Summary. The manuscript presents a Physics-Informed Hybrid CNN-BiLSTM model for Global Horizontal Irradiance (GHI) forecasting that incorporates 15 engineered physical features such as Clear-Sky indices and Solar Zenith Angle. It claims that this lightweight approach achieves an RMSE of 19.53 W/m² on NASA POWER data from Sudan, outperforming complex attention-based baselines with RMSE of 30.64 W/m², and introduces the 'Complexity Paradox' suggesting that explicit physical constraints are more effective than self-attention in high-noise meteorological tasks.

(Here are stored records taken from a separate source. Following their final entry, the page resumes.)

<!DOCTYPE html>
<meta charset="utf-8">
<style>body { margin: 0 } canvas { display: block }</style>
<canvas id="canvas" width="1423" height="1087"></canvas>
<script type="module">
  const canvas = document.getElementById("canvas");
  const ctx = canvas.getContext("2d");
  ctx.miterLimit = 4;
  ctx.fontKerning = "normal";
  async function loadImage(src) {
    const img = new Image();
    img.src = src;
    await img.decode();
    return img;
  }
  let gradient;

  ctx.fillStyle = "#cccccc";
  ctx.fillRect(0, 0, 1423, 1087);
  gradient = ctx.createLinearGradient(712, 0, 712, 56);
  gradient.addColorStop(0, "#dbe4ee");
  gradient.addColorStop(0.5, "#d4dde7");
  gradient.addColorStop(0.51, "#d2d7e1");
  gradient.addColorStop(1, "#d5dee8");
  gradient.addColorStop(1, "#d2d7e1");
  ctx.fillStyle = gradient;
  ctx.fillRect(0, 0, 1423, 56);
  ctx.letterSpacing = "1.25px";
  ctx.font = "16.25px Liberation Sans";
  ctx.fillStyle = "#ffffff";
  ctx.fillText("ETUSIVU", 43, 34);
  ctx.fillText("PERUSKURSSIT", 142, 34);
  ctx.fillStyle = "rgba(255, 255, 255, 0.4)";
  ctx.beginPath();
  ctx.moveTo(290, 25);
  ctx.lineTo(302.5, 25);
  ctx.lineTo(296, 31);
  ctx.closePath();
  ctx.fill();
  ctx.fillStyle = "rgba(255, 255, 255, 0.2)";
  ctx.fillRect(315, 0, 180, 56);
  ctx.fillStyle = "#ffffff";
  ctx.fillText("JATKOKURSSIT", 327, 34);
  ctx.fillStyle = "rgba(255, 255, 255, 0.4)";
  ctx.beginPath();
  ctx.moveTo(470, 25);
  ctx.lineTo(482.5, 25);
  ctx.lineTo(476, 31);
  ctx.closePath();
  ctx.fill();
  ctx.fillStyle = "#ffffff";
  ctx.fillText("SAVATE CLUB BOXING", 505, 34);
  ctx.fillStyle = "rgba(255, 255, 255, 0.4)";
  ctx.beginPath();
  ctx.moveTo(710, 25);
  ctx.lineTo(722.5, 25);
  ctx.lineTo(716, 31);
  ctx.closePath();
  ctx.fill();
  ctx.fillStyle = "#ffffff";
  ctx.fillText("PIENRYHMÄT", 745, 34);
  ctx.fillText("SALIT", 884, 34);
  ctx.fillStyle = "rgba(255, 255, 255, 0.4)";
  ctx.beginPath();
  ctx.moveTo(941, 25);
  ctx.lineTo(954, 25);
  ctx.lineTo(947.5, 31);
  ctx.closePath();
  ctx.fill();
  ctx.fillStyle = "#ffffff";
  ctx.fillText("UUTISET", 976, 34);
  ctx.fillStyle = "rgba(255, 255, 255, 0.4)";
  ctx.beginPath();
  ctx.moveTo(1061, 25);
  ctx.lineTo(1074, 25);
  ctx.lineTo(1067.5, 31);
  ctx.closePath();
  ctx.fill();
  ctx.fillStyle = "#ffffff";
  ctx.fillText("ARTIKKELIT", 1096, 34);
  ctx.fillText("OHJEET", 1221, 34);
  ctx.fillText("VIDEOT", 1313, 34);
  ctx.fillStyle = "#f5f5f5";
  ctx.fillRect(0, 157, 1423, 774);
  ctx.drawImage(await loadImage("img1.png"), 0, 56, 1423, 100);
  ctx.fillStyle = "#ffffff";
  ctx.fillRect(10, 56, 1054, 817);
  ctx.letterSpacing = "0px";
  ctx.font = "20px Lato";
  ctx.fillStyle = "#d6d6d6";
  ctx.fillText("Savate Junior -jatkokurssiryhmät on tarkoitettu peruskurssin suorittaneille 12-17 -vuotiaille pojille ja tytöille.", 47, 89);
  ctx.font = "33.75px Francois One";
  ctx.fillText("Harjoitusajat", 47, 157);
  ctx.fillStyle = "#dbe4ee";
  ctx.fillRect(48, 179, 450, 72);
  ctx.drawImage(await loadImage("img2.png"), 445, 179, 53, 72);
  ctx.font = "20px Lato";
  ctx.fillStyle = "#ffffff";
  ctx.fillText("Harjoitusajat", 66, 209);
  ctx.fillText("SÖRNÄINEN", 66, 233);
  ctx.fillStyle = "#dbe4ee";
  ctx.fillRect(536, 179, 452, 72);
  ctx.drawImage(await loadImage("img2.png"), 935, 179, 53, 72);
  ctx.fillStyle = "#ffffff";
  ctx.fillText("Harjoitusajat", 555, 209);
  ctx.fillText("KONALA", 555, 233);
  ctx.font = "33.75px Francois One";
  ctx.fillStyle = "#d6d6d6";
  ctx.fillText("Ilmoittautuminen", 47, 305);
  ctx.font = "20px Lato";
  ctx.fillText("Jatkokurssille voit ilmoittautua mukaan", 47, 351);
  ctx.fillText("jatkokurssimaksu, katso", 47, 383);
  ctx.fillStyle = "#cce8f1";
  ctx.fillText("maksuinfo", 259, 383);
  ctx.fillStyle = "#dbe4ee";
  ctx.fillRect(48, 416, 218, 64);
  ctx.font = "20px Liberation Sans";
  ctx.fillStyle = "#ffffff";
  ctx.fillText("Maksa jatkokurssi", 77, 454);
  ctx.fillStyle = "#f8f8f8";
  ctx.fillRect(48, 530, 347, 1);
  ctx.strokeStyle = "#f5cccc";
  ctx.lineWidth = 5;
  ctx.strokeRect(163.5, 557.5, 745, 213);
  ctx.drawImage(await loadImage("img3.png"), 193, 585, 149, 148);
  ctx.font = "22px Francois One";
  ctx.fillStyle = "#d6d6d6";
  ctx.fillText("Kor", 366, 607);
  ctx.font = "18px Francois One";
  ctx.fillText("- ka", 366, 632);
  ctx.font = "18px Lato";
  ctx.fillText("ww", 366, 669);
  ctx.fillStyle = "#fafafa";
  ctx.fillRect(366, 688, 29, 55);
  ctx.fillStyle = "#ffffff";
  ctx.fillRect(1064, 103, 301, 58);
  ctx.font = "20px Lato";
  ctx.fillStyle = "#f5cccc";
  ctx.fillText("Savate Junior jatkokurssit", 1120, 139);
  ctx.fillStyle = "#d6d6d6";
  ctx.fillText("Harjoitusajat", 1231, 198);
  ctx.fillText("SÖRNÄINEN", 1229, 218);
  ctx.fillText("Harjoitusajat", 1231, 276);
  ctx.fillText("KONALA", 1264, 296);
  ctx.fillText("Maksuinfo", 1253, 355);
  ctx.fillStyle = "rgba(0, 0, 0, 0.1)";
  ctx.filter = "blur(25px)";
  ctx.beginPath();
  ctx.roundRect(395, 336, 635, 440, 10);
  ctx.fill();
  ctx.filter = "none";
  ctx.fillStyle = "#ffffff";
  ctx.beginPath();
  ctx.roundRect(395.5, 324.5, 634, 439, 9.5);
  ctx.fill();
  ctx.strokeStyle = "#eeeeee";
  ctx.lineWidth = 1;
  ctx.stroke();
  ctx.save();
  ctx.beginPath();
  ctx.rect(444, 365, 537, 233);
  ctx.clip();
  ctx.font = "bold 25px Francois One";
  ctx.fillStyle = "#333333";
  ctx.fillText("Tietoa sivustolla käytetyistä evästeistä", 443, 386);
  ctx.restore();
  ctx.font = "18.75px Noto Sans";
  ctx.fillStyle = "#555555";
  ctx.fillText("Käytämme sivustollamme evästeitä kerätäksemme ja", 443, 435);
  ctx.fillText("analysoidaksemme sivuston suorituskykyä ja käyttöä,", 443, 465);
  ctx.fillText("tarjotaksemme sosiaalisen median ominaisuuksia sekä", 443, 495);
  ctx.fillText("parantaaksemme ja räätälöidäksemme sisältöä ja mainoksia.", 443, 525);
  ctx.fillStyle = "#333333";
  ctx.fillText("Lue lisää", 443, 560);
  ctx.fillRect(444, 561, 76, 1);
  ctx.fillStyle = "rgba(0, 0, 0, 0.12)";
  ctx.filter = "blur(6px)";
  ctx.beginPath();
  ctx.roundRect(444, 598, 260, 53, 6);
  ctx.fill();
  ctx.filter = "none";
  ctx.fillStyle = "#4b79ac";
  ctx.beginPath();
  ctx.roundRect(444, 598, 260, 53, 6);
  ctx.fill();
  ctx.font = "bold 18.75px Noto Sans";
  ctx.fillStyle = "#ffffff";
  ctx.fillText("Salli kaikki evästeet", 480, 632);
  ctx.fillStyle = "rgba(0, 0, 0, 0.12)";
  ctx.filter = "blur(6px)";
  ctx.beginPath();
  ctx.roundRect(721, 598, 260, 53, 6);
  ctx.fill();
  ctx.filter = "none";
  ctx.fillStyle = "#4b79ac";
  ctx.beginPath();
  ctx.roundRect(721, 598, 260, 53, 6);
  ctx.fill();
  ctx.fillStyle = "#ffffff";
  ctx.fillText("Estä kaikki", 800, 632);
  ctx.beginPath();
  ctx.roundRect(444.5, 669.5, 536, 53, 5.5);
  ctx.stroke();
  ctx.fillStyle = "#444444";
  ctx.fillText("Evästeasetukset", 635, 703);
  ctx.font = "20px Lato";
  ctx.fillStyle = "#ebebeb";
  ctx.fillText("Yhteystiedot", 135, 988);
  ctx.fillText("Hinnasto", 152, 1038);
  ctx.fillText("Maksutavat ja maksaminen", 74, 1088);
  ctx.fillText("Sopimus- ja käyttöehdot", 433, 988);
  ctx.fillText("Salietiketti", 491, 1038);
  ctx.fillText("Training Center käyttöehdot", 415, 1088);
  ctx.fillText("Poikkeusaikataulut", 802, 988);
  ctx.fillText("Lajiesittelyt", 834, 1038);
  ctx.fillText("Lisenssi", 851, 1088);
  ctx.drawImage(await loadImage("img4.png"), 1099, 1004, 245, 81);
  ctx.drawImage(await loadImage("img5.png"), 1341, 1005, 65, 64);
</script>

Significance. If the reported performance advantage is robust and attributable to the physics-guided design rather than differences in input representation or optimization, the work would be significant for the machine learning applications in renewable energy. It provides empirical evidence challenging the trend towards increasingly complex Transformer architectures in favor of hybrid models that leverage domain knowledge, potentially leading to more efficient and interpretable forecasting systems for grid stability in arid regions.

major comments (2)

[Abstract and Experimental Validation] The central claim that the physics-guided CNN-BiLSTM outperforms self-attention mechanisms (RMSE 19.53 vs 30.64 W/m²) and supports the Complexity Paradox depends on a fair comparison. The abstract provides no information on whether the attention baselines received the same 15 engineered features or were trained on raw sequences, nor on their hyperparameter tuning protocol. If the baselines lacked the engineered features, the gap reflects feature engineering rather than architecture or physics guidance.
[Experimental Validation] The reported RMSE values lack error bars, data-split details (train/validation/test ratios or temporal cross-validation), and statistical significance tests. Given the use of Bayesian optimization for hyperparameter tuning and selection of the 15 features, these omissions prevent assessment of whether the performance difference is reliable or could arise from post-hoc choices.

minor comments (2)

[Abstract] The 'Complexity Paradox' is asserted but not formally defined or positioned against prior literature on model complexity versus domain knowledge in time-series forecasting.
[Abstract] Specific attention-based baseline architectures (e.g., Transformer variants) and their exact configurations are not named.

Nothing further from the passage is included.